START EXERCISE INPUT

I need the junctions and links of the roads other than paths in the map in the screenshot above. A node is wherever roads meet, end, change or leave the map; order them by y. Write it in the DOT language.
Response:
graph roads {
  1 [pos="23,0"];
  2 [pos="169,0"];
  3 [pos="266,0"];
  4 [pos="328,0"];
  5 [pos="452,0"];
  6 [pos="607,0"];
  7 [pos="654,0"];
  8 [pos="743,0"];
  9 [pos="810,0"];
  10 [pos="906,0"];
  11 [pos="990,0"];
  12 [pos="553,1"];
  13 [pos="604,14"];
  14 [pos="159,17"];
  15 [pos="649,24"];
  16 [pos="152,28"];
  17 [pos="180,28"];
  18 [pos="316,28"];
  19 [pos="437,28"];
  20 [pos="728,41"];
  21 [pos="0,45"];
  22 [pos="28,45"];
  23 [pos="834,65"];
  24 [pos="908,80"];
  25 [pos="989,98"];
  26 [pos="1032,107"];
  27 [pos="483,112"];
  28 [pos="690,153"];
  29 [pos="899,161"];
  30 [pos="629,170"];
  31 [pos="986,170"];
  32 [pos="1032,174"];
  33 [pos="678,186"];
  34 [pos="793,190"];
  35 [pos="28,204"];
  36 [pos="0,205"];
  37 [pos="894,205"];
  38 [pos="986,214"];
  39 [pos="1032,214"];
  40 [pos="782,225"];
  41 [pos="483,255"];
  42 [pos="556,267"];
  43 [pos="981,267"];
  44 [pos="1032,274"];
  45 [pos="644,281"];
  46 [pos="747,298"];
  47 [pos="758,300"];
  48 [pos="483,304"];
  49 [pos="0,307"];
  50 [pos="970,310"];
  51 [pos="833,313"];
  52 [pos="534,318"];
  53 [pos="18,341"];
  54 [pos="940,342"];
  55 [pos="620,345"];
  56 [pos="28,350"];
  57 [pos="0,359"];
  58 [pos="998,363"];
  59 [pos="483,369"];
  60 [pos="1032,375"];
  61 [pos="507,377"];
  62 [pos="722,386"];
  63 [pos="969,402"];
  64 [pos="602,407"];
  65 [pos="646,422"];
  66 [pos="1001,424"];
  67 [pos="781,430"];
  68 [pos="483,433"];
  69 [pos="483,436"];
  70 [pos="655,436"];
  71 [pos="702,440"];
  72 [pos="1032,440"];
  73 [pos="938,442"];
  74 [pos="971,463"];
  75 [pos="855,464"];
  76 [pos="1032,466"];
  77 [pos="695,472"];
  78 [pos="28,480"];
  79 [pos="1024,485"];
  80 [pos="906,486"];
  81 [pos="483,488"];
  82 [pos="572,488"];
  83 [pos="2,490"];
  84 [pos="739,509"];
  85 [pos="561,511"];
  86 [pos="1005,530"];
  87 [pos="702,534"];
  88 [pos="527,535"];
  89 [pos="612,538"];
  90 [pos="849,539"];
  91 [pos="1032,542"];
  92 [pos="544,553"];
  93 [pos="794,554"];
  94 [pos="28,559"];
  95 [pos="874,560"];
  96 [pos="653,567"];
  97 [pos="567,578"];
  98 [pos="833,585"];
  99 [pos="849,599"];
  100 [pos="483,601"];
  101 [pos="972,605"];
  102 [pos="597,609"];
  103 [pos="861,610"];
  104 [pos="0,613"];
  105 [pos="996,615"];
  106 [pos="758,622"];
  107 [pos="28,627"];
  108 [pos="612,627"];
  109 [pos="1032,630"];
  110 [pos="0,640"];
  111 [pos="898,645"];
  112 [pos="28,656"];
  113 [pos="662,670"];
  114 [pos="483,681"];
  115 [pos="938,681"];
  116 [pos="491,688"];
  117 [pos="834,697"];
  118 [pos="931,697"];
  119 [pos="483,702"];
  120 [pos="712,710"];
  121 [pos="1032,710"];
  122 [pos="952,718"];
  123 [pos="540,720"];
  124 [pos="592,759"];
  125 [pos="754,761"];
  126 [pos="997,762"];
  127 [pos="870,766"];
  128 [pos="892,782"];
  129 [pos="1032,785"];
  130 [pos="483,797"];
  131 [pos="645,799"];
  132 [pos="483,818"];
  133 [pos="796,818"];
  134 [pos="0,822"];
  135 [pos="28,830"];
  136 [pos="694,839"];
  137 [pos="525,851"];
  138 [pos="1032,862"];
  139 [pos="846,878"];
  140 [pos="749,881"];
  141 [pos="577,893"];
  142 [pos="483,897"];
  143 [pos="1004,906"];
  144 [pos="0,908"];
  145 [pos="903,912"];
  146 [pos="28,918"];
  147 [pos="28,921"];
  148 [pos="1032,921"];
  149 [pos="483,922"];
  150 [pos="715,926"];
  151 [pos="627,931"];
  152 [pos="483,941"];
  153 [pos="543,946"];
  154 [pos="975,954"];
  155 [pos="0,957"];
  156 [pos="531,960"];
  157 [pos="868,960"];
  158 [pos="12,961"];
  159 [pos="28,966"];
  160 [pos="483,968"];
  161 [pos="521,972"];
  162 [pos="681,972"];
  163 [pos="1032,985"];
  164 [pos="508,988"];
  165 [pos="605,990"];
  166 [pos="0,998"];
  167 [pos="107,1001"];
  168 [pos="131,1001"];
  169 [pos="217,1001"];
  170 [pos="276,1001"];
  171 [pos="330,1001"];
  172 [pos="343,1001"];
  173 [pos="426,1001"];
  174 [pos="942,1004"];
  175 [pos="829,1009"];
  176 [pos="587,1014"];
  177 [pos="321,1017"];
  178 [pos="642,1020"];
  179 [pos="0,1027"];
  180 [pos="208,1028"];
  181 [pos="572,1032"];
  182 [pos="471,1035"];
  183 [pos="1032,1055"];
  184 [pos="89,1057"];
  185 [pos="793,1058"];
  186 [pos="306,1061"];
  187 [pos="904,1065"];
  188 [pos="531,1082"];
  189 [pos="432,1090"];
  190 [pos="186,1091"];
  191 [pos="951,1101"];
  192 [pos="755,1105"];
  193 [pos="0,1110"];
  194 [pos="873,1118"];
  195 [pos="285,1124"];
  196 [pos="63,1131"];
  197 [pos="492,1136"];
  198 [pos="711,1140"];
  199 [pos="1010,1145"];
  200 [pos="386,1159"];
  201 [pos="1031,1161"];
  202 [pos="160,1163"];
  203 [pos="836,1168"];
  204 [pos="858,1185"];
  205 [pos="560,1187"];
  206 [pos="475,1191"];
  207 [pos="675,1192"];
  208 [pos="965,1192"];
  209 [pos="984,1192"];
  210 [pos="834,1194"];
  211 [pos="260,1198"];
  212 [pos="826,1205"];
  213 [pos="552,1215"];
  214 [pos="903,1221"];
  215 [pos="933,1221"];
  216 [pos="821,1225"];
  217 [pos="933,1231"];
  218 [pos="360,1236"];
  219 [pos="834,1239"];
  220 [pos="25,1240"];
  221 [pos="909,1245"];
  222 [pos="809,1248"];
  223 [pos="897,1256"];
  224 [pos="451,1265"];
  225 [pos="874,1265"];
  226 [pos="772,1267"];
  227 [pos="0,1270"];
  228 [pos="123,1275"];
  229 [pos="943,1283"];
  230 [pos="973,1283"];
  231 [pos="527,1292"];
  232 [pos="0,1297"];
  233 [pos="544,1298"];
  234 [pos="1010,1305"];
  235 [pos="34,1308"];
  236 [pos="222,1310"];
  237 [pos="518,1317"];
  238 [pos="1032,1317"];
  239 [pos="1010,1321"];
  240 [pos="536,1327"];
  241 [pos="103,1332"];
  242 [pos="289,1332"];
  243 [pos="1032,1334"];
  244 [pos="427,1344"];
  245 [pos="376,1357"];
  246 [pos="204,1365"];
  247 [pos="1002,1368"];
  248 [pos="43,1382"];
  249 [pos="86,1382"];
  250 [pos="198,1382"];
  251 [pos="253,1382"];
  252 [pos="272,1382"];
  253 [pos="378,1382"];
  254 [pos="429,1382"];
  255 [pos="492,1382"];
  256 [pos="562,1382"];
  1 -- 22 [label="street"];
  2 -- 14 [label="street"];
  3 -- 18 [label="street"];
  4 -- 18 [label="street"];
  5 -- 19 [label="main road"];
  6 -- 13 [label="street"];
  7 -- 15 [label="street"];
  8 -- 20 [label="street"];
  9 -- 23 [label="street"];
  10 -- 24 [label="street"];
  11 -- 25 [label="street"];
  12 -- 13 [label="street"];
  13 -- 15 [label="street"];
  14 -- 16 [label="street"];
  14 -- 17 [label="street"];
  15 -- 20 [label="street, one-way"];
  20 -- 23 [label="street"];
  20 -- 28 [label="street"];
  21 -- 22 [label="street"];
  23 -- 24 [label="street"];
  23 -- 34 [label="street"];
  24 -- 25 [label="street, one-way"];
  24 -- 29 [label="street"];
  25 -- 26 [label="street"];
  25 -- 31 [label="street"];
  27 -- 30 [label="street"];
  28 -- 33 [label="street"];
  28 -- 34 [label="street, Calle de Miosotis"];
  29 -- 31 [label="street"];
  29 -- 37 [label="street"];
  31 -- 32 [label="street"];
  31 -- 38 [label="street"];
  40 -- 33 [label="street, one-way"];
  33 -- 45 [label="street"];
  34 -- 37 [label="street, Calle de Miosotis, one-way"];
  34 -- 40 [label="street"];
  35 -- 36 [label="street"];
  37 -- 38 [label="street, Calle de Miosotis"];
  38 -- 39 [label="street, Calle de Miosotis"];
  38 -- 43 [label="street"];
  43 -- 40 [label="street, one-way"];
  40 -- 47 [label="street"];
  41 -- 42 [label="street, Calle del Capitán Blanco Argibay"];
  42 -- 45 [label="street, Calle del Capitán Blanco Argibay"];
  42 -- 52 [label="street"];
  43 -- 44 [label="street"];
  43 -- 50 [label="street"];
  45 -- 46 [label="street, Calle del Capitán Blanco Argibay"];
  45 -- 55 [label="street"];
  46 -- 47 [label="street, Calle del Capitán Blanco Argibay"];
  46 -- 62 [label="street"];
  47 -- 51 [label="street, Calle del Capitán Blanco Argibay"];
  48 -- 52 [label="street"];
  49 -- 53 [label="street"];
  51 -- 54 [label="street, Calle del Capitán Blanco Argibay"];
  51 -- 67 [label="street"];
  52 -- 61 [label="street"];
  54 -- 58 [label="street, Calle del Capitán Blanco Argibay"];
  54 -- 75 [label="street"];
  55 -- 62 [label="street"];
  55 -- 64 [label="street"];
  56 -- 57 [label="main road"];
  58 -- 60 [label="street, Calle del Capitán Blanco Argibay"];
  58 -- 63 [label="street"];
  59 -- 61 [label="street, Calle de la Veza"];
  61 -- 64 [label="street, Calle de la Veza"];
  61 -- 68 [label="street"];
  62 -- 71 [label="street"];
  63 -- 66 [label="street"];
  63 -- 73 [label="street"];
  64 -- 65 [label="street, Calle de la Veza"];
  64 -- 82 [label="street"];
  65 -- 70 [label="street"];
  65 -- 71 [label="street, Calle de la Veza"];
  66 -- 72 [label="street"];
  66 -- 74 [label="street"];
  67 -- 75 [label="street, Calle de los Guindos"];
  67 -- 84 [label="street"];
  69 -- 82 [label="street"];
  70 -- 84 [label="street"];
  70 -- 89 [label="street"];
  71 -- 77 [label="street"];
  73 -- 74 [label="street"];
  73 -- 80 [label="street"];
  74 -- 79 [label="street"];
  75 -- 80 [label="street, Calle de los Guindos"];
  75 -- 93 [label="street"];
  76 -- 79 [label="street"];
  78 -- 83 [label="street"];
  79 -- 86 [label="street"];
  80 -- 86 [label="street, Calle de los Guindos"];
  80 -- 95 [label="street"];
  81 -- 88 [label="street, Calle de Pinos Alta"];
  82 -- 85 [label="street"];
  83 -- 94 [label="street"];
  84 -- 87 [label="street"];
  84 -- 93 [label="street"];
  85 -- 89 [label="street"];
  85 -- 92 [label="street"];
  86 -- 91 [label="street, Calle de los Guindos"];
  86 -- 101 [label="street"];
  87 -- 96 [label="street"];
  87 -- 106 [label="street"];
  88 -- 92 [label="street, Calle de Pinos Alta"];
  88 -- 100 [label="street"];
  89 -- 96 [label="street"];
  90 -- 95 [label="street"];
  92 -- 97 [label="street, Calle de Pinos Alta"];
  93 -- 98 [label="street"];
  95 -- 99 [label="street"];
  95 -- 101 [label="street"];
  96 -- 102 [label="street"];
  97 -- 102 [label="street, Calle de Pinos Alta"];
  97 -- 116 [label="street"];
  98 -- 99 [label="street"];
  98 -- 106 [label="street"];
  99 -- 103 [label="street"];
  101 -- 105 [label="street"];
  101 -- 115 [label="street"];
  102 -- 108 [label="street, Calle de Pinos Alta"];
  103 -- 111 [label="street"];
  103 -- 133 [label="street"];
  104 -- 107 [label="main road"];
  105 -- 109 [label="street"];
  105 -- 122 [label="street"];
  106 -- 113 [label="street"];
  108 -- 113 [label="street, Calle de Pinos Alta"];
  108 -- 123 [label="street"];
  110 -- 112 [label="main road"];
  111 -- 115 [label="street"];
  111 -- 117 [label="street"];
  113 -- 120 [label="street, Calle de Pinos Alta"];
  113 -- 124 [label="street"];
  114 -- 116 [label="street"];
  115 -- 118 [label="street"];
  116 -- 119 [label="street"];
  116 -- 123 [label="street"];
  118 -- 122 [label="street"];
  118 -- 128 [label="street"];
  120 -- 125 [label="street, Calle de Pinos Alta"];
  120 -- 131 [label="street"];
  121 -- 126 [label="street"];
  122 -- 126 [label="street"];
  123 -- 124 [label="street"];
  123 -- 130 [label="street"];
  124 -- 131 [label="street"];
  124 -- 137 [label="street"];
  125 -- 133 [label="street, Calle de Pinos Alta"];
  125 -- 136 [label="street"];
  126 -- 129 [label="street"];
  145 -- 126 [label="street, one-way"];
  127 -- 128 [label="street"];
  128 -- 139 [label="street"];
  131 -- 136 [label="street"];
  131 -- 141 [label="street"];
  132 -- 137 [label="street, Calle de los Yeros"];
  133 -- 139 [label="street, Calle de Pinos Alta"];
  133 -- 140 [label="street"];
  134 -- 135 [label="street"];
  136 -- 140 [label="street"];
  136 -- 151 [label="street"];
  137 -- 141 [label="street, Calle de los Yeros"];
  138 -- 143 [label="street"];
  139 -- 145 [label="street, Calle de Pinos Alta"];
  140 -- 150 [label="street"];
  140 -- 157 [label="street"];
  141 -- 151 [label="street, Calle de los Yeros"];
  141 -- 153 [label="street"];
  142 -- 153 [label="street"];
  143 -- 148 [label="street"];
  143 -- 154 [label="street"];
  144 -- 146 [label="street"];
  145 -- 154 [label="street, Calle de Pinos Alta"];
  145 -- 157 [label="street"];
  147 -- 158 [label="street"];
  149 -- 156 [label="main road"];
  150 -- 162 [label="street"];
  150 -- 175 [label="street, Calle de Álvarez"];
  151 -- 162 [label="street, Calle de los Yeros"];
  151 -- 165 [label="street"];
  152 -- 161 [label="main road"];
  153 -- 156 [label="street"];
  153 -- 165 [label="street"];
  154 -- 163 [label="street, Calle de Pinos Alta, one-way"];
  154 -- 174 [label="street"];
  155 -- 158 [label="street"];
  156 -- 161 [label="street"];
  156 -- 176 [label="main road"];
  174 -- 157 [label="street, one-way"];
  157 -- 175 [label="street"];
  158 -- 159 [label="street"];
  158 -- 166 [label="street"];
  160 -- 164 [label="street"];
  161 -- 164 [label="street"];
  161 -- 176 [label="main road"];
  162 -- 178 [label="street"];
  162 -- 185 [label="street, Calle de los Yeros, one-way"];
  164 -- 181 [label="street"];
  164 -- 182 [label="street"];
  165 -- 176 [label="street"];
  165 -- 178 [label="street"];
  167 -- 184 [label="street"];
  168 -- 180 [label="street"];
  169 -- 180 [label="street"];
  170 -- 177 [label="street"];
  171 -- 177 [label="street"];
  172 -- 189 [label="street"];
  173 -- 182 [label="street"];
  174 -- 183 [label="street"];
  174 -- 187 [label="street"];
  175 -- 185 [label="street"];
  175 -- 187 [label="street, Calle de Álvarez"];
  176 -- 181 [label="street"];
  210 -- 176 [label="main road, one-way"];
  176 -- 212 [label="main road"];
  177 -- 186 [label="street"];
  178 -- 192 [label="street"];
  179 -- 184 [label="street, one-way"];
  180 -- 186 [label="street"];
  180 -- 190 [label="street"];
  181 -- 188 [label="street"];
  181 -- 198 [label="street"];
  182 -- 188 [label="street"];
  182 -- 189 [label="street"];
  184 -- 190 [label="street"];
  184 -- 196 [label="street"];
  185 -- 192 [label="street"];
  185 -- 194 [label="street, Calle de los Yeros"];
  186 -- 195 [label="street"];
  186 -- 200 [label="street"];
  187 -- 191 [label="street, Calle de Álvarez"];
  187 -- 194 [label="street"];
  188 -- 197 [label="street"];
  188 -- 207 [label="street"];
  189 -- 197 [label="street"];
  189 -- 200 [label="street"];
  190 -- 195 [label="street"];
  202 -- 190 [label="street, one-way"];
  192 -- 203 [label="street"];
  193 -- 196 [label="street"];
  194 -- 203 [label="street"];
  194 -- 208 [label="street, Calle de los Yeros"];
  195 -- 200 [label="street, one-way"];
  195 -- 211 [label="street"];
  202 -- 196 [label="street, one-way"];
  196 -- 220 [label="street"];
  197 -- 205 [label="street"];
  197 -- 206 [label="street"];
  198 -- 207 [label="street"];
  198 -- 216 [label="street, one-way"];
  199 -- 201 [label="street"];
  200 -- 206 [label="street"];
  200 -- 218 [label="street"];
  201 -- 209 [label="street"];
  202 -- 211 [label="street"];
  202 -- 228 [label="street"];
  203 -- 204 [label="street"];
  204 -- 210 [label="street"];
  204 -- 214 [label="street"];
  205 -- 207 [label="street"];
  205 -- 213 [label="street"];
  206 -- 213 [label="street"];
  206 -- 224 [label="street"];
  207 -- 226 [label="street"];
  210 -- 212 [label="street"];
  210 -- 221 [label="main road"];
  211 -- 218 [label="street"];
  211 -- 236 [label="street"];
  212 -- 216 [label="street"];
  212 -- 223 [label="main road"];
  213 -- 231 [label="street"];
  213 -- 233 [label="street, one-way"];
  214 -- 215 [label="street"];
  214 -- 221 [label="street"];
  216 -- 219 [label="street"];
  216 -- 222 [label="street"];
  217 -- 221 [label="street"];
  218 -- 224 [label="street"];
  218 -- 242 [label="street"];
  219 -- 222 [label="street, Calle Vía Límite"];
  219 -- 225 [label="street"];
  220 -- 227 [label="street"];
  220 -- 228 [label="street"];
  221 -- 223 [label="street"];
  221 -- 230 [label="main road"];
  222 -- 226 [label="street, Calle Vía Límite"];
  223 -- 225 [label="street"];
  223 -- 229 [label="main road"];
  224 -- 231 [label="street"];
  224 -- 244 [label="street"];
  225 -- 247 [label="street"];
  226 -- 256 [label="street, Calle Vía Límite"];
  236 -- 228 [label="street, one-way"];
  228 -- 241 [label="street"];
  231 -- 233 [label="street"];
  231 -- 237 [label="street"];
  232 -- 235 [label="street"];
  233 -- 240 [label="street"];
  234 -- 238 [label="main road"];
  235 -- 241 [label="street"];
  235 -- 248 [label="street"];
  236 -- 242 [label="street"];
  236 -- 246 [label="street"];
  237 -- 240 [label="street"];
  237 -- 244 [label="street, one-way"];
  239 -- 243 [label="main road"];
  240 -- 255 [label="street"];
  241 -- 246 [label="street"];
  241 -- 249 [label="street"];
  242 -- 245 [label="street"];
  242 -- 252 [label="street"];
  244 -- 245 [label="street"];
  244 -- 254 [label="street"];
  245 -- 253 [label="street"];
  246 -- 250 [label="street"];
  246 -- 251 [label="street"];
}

END EXERCISE INPUT

EXERCISE: Return, in full, every line of these entries that holds "Argibay".

RESULT:
  41 -- 42 [label="street, Calle del Capitán Blanco Argibay"];
  42 -- 45 [label="street, Calle del Capitán Blanco Argibay"];
  45 -- 46 [label="street, Calle del Capitán Blanco Argibay"];
  46 -- 47 [label="street, Calle del Capitán Blanco Argibay"];
  47 -- 51 [label="street, Calle del Capitán Blanco Argibay"];
  51 -- 54 [label="street, Calle del Capitán Blanco Argibay"];
  54 -- 58 [label="street, Calle del Capitán Blanco Argibay"];
  58 -- 60 [label="street, Calle del Capitán Blanco Argibay"];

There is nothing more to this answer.